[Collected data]

======

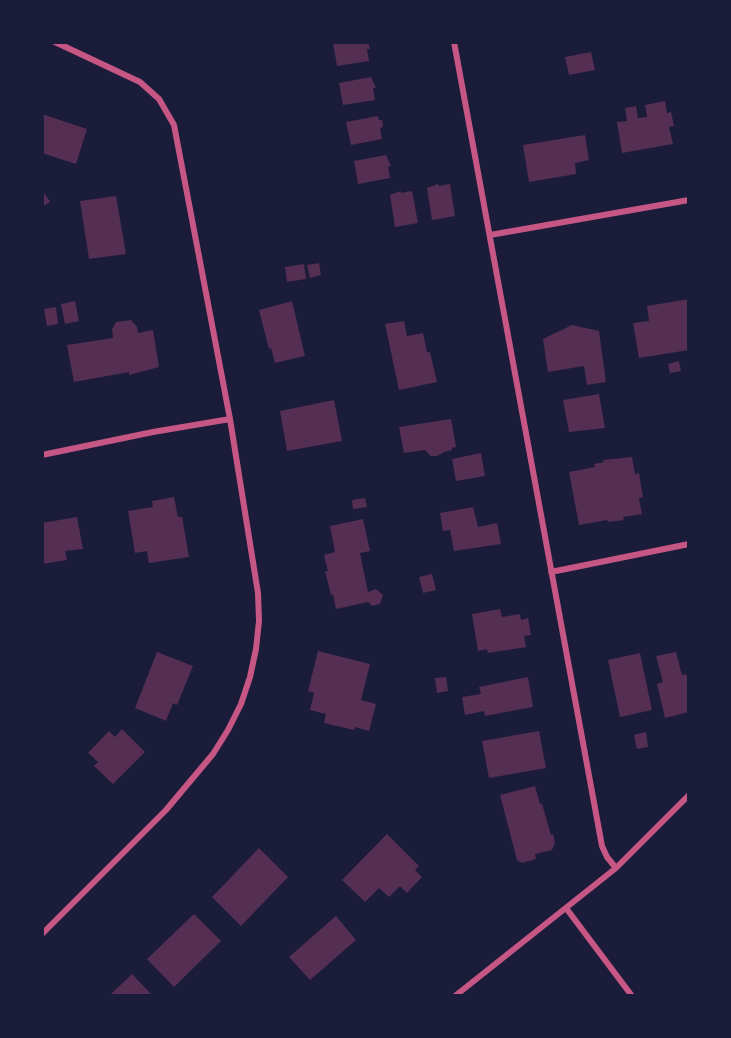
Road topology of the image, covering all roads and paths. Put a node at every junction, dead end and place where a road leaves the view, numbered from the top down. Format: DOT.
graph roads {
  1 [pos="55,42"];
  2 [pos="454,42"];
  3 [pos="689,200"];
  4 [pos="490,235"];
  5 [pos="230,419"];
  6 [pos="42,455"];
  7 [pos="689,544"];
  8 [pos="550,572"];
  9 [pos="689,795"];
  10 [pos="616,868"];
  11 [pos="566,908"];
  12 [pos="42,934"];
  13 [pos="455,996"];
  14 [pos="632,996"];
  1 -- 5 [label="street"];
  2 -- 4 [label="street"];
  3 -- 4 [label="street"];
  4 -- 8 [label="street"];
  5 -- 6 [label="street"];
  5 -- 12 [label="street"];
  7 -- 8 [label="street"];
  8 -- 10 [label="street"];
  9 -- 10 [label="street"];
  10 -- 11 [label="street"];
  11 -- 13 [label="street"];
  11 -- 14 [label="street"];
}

======

#### [WORK REQUEST]
Copy out every entry above exactly. Leave the pictures out.

#### [ANSWER TO THIS TASK]
Road topology of the image, covering all roads and paths. Put a node at every junction, dead end and place where a road leaves the view, numbered from the top down. Format: DOT.
graph roads {
  1 [pos="55,42"];
  2 [pos="454,42"];
  3 [pos="689,200"];
  4 [pos="490,235"];
  5 [pos="230,419"];
  6 [pos="42,455"];
  7 [pos="689,544"];
  8 [pos="550,572"];
  9 [pos="689,795"];
  10 [pos="616,868"];
  11 [pos="566,908"];
  12 [pos="42,934"];
  13 [pos="455,996"];
  14 [pos="632,996"];
  1 -- 5 [label="street"];
  2 -- 4 [label="street"];
  3 -- 4 [label="street"];
  4 -- 8 [label="street"];
  5 -- 6 [label="street"];
  5 -- 12 [label="street"];
  7 -- 8 [label="street"];
  8 -- 10 [label="street"];
  9 -- 10 [label="street"];
  10 -- 11 [label="street"];
  11 -- 13 [label="street"];
  11 -- 14 [label="street"];
}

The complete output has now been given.